Recent studies have demonstrated that RNA chaperones play crucial roles in the growth and development of living organisms, including bacteria, viruses, animals, and plants (Kang et al., 2013). Some examples of RNA chaperones include viral nucleocapsid protein, long interspersed element-1 in animals, and several bacterial proteins such as Hfq, FinO, and Prop (Arthur et al., 2003; Chambers and Bender, 2011; Chaulk et al., 2011; Martin, 2010). In addition, many E. coli DEAD-box RHs, including DeaD, RhlB, RhlE, and SrmBp, and yeast Mss116p function as an RNA chaperone in the splicing of mitochondrial group I and II introns (Huang et al., 2005; Mohr et al., 2002; 2006). Interestingly, U11/U12-31K, the minor spliceosomal protein, harbors RNA chaperone activity and plays an essential role in the splicing of U12-type introns (Kim et al., 2010c; Kwak et al., 2012). Several recent findings have demonstrated that chloroplast-targeted proteins such as CFM4, RH3, SDP, and SRRP1 possess RNA chaperone activity and affect rRNA processing and intron splicing in chloroplasts (Gu et al., 2014, 2015; Han et al., 2015; Lee et al., 2014). These studies clearly indicate that many RBPs harboring RNA chaperone activity play essential roles in the regulation of RNA metabolism during plant growth and development.

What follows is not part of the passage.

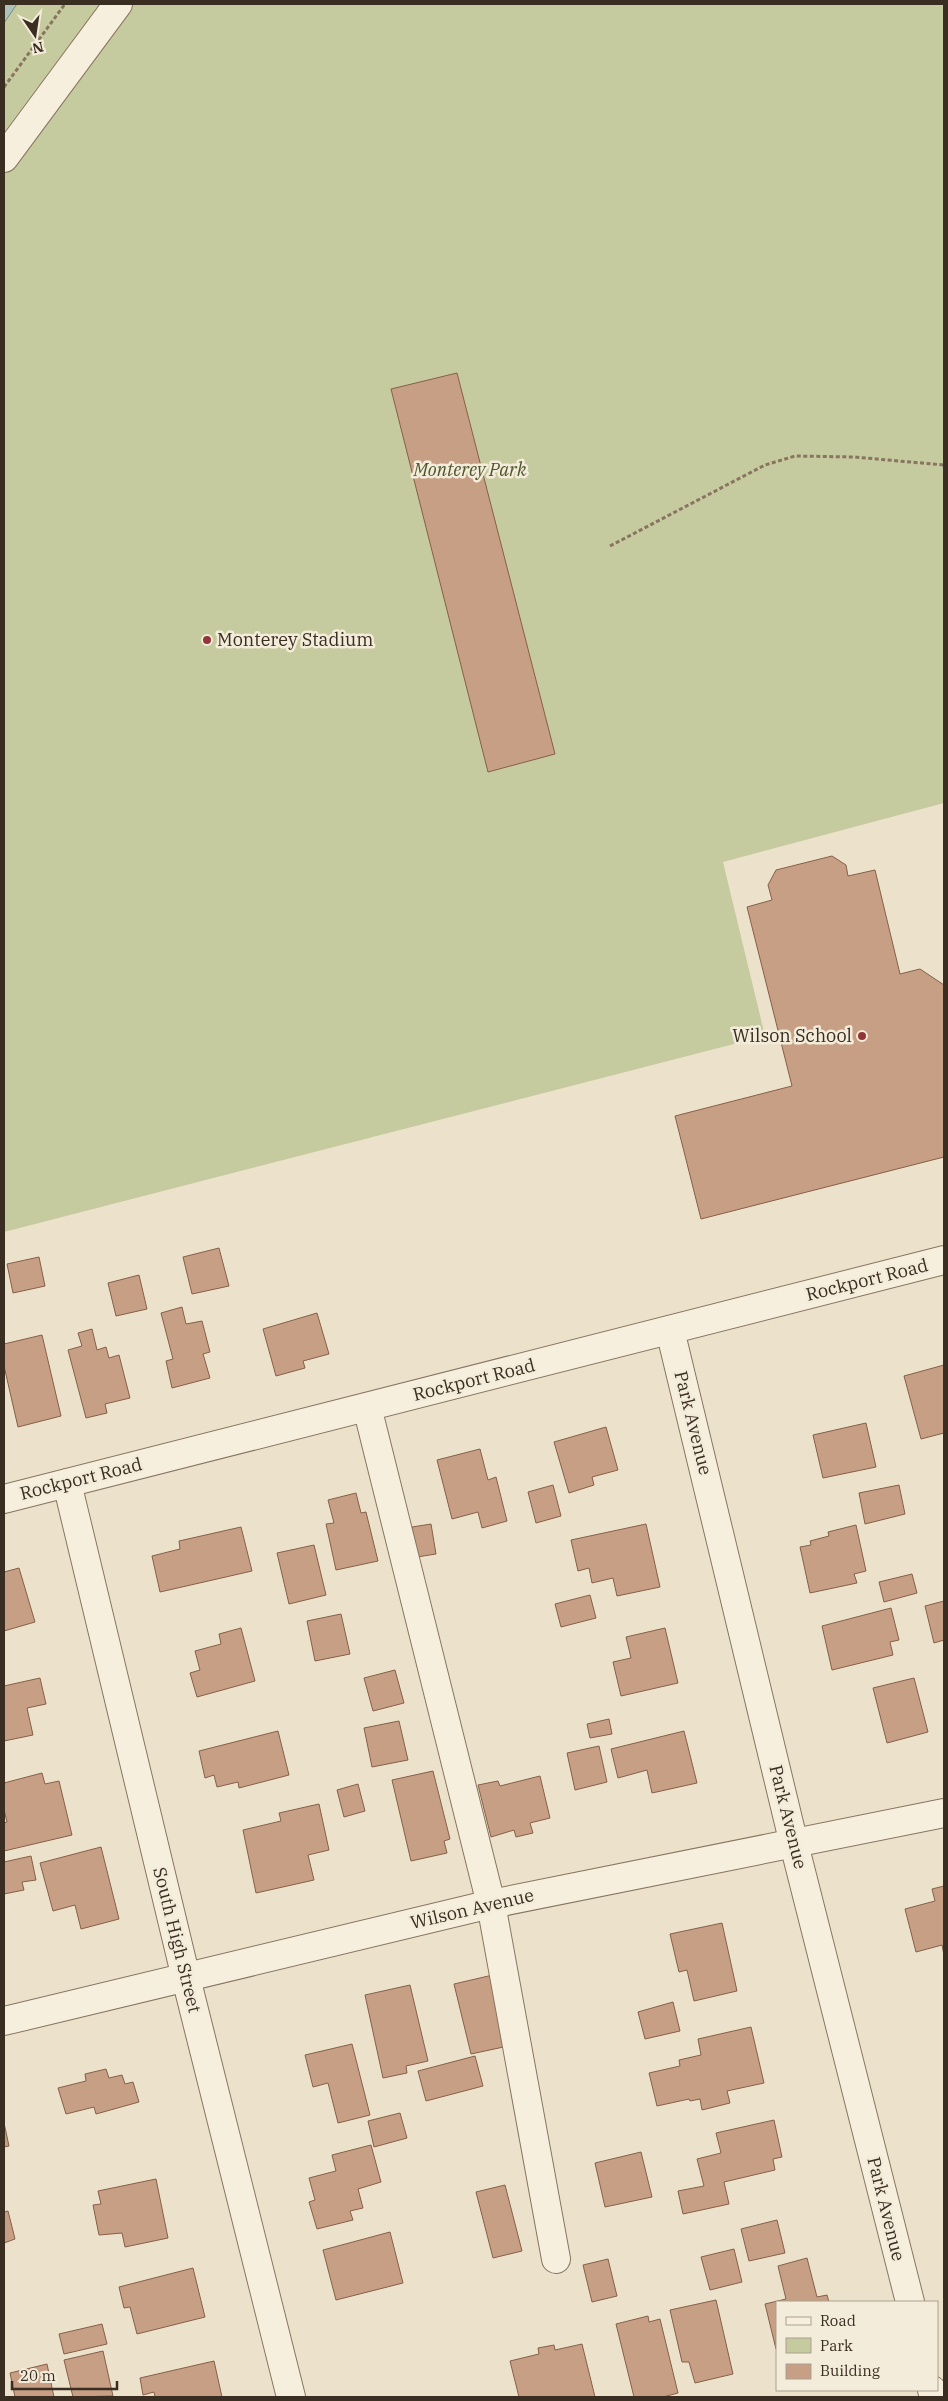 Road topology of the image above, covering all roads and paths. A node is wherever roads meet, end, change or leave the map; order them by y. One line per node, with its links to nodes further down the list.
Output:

Involvement of RBPs with RNA chaperone activity in plant stress responses has been extensively investigated in diverse plant species. It has been determined that Arabidopsis AtCSDP1 and AtCSDP3, cabbage BrCSDP3, wheat CSDPs, and rice CSDPs harbor RNA chaperone ability, which is important for stress response and cold adaptation process in plants (Chaikam and Karlson, 2008; Choi et al., 2015; Kim et al., 2007a, 2009). In addition, many GRP and RZ family members, including Arabidopsis AtGRP2 and AtGRP7, rice OsGRP1, OsGRP4 and OsGRP6, Arabidopsis AtRZ-1a, rice OsRZ2, and wheat TaRZ2, possess RNA chaperone activity during stress responses (Kim et al., 2005; 2007b; 2008a; 2010a; 2010b; Xu et al., 2013). Although the functional roles of many RHs in plant stress responses have been demonstrated, the RNA chaperone activity of only AtRH25 was determined in Arabidopsis under freeze stress conditions (Kim et al., 2008b). Considering that PPR proteins are widely present in land plants and are involved in chloroplast or mitochondrial RNA metabolism under normal and stress conditions, it would be interesting to determine whether any PPR proteins display RNA chaperone function in plants under diverse environmental stimuli.

CONCLUSION

Although studies on the functional roles of RBPs in growth, development, and stress response of plants are rapidly increasing in recent years, our understanding of the cellular roles of RBPs during RNA metabolism in plants is far from sufficient. Considering that a variety of RBPs are targeted to chloroplasts and/or mitochondria, it would be of interest to determine the functional roles of these RBPs in organellar RNA metabolism during plant growth and development as well as plant stress responses. In particular, investigation of the RNA chaperone activity of RBPs will provide clues about the cellular roles and action mechanism of RBPs during RNA metabolism in organelle biogenesis, plant development, and stress responses. As recent development of RNA-seq allows us to investigate the genome-wide analysis of RNAs in an organism, it would be of great interest to determine the fates and processing of RNAs in the mutants of particular RBPs involved in plant growth and stress responses. A major task for the future is to identify RNA targets and to understand how RBPs recognize substrate RNAs and how RBPs interact with other protein factors to regulate posttranscriptional RNA metabolism during plant growth and development under normal as well as stressful conditions.